## Exercise brief
Extract the whole listing as it stands. Do not include the pictures.

## Source information
....................
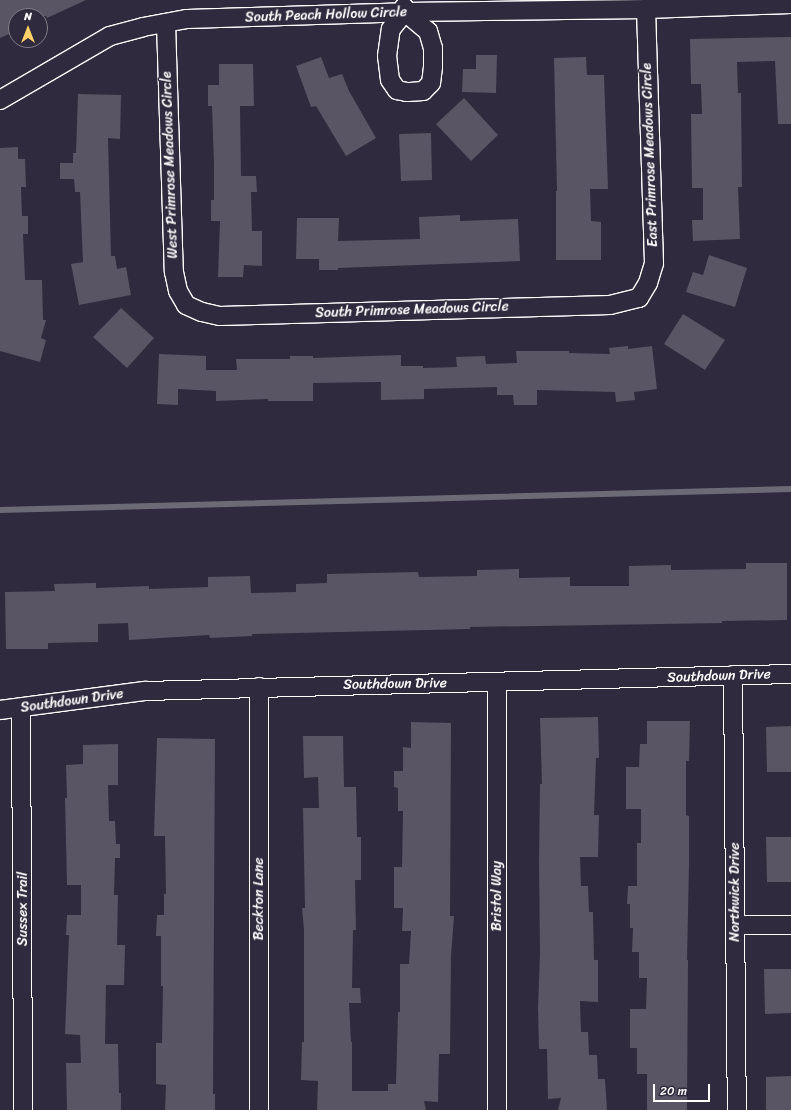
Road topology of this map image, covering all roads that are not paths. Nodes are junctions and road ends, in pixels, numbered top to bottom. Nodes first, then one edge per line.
1 (791, 4) edge
2 (404, 6) edge
3 (646, 9) junction
4 (166, 23) junction
5 (0, 100) edge
6 (639, 298) joint
7 (186, 305) joint
8 (791, 674) edge
9 (733, 675) junction
10 (497, 682) junction
11 (259, 687) junction
12 (21, 708) junction
13 (0, 710) edge
14 (735, 925) junction
15 (791, 925) edge
16 (23, 1110) edge
17 (259, 1110) edge
18 (497, 1110) edge
19 (737, 1110) edge

1 - 3 street, South Peach Hollow Circle
2 - 3 street, South Peach Hollow Circle
2 - 4 street, South Peach Hollow Circle
3 - 6 street, East Primrose Meadows Circle
4 - 5 street, South Peach Hollow Circle
4 - 7 street, West Primrose Meadows Circle
6 - 7 street, South Primrose Meadows Circle
8 - 9 street, Southdown Drive
9 - 10 street, Southdown Drive
9 - 14 street, Northwick Drive
10 - 11 street, Southdown Drive
10 - 18 street, Bristol Way
11 - 12 street, Southdown Drive
11 - 17 street, Beckton Lane
12 - 13 street, Southdown Drive
12 - 16 street, Sussex Trail
14 - 15 street
14 - 19 street, Northwick Drive

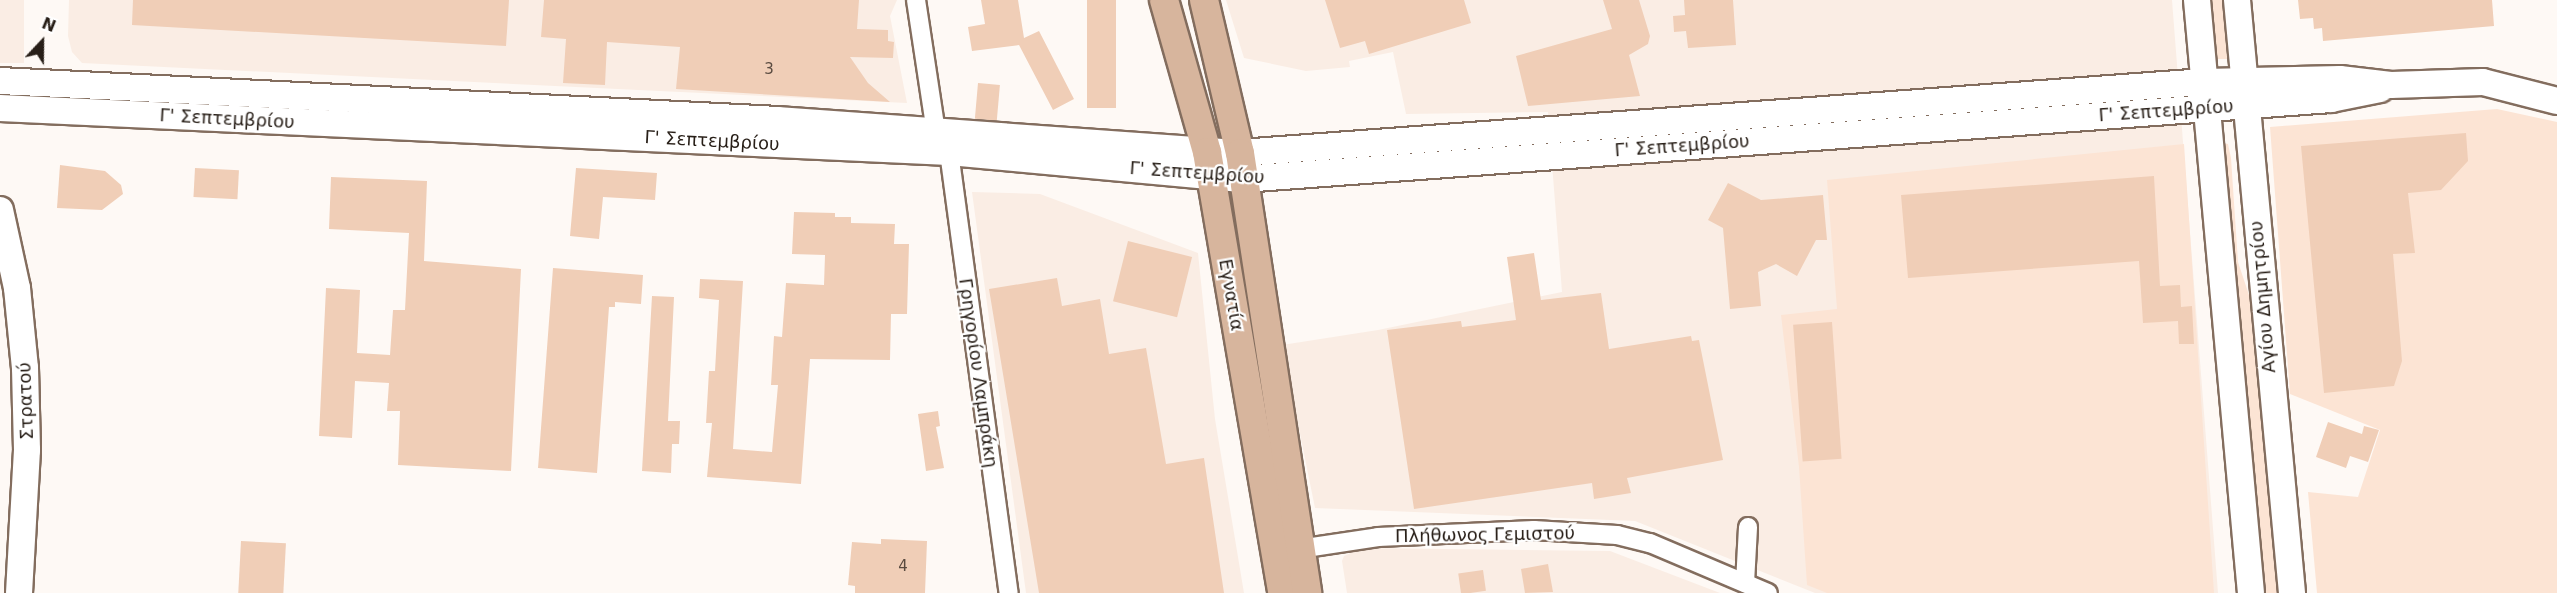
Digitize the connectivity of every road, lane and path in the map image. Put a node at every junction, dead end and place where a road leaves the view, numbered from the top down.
1 (916, 0) edge
2 (1164, 0) edge
3 (1204, 0) edge
4 (2197, 0) edge
5 (2237, 0) edge
6 (0, 81) edge
7 (2205, 82) junction
8 (2245, 94) junction
9 (2557, 101) edge
10 (0, 108) edge
11 (2207, 109) junction
12 (589, 123) junction
13 (943, 142) junction
14 (1209, 164) junction
15 (1241, 166) junction
16 (0, 210) edge
17 (1748, 527) dead end
18 (1299, 549) junction
19 (1745, 583) junction
20 (19, 593) edge
21 (1009, 593) edge
22 (1282, 593) edge
23 (1307, 593) edge
24 (1768, 593) edge
25 (2251, 593) edge
26 (2292, 593) edge

1 - 13 street, Γρηγορίου Λαμπράκη
2 - 14 main road, Εγνατία
3 - 15 main road, Εγνατία
4 - 7 main road
5 - 8 main road, Αγίου Δημητρίου
6 - 12 main road, Γ' Σεπτεμβρίου
7 - 8 main road, Γ' Σεπτεμβρίου
7 - 11 main road
7 - 15 main road, Γ' Σεπτεμβρίου
8 - 9 main road, Γ' Σεπτεμβρίου
8 - 11 main road, Γ' Σεπτεμβρίου
8 - 26 main road, Αγίου Δημητρίου
10 - 12 main road, Γ' Σεπτεμβρίου
11 - 15 main road, Γ' Σεπτεμβρίου
11 - 25 main road
12 - 13 main road, Γ' Σεπτεμβρίου
13 - 14 main road, Γ' Σεπτεμβρίου
13 - 21 street, Γρηγορίου Λαμπράκη
14 - 15 main road, Γ' Σεπτεμβρίου
14 - 22 main road, Εγνατία
15 - 18 main road, Εγνατία
16 - 20 main road, Στρατού
17 - 19 street
18 - 19 street, Πλήθωνος Γεμιστού
18 - 23 main road, Εγνατία
19 - 24 street, Πλήθωνος Γεμιστού

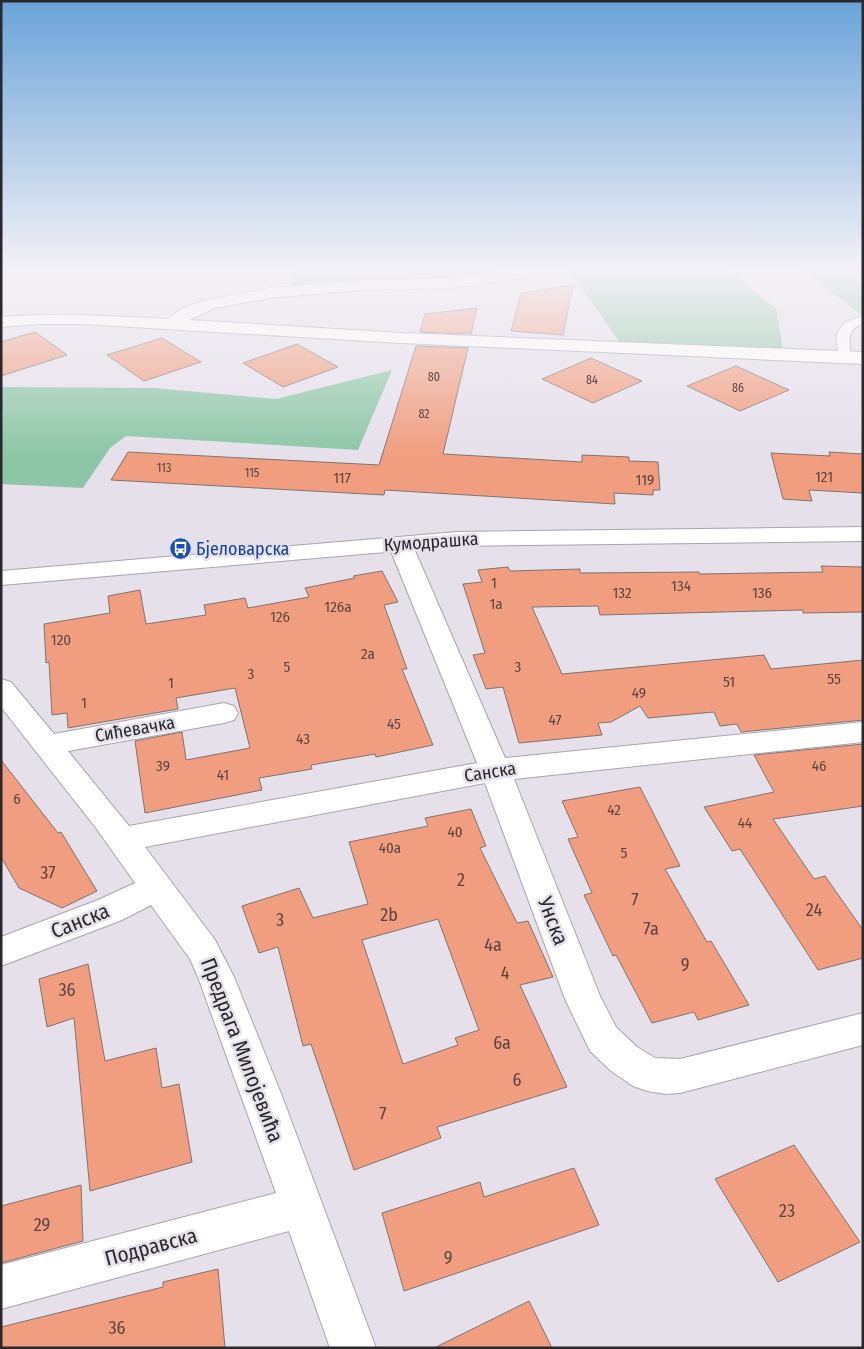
....................
## Solution below
Road topology of this map image, covering all roads that are not paths. Nodes are junctions and road ends, in pixels, numbered top to bottom. Nodes first, then one edge per line.
1 (791, 4) edge
2 (404, 6) edge
3 (646, 9) junction
4 (166, 23) junction
5 (0, 100) edge
6 (639, 298) joint
7 (186, 305) joint
8 (791, 674) edge
9 (733, 675) junction
10 (497, 682) junction
11 (259, 687) junction
12 (21, 708) junction
13 (0, 710) edge
14 (735, 925) junction
15 (791, 925) edge
16 (23, 1110) edge
17 (259, 1110) edge
18 (497, 1110) edge
19 (737, 1110) edge

1 - 3 street, South Peach Hollow Circle
2 - 3 street, South Peach Hollow Circle
2 - 4 street, South Peach Hollow Circle
3 - 6 street, East Primrose Meadows Circle
4 - 5 street, South Peach Hollow Circle
4 - 7 street, West Primrose Meadows Circle
6 - 7 street, South Primrose Meadows Circle
8 - 9 street, Southdown Drive
9 - 10 street, Southdown Drive
9 - 14 street, Northwick Drive
10 - 11 street, Southdown Drive
10 - 18 street, Bristol Way
11 - 12 street, Southdown Drive
11 - 17 street, Beckton Lane
12 - 13 street, Southdown Drive
12 - 16 street, Sussex Trail
14 - 15 street
14 - 19 street, Northwick Drive

Digitize the connectivity of every road, lane and path in the map image. Put a node at every junction, dead end and place where a road leaves the view, numbered from the top down.
1 (916, 0) edge
2 (1164, 0) edge
3 (1204, 0) edge
4 (2197, 0) edge
5 (2237, 0) edge
6 (0, 81) edge
7 (2205, 82) junction
8 (2245, 94) junction
9 (2557, 101) edge
10 (0, 108) edge
11 (2207, 109) junction
12 (589, 123) junction
13 (943, 142) junction
14 (1209, 164) junction
15 (1241, 166) junction
16 (0, 210) edge
17 (1748, 527) dead end
18 (1299, 549) junction
19 (1745, 583) junction
20 (19, 593) edge
21 (1009, 593) edge
22 (1282, 593) edge
23 (1307, 593) edge
24 (1768, 593) edge
25 (2251, 593) edge
26 (2292, 593) edge

1 - 13 street, Γρηγορίου Λαμπράκη
2 - 14 main road, Εγνατία
3 - 15 main road, Εγνατία
4 - 7 main road
5 - 8 main road, Αγίου Δημητρίου
6 - 12 main road, Γ' Σεπτεμβρίου
7 - 8 main road, Γ' Σεπτεμβρίου
7 - 11 main road
7 - 15 main road, Γ' Σεπτεμβρίου
8 - 9 main road, Γ' Σεπτεμβρίου
8 - 11 main road, Γ' Σεπτεμβρίου
8 - 26 main road, Αγίου Δημητρίου
10 - 12 main road, Γ' Σεπτεμβρίου
11 - 15 main road, Γ' Σεπτεμβρίου
11 - 25 main road
12 - 13 main road, Γ' Σεπτεμβρίου
13 - 14 main road, Γ' Σεπτεμβρίου
13 - 21 street, Γρηγορίου Λαμπράκη
14 - 15 main road, Γ' Σεπτεμβρίου
14 - 22 main road, Εγνατία
15 - 18 main road, Εγνατία
16 - 20 main road, Στρατού
17 - 19 street
18 - 19 street, Πλήθωνος Γεμιστού
18 - 23 main road, Εγνατία
19 - 24 street, Πλήθωνος Γεμιστού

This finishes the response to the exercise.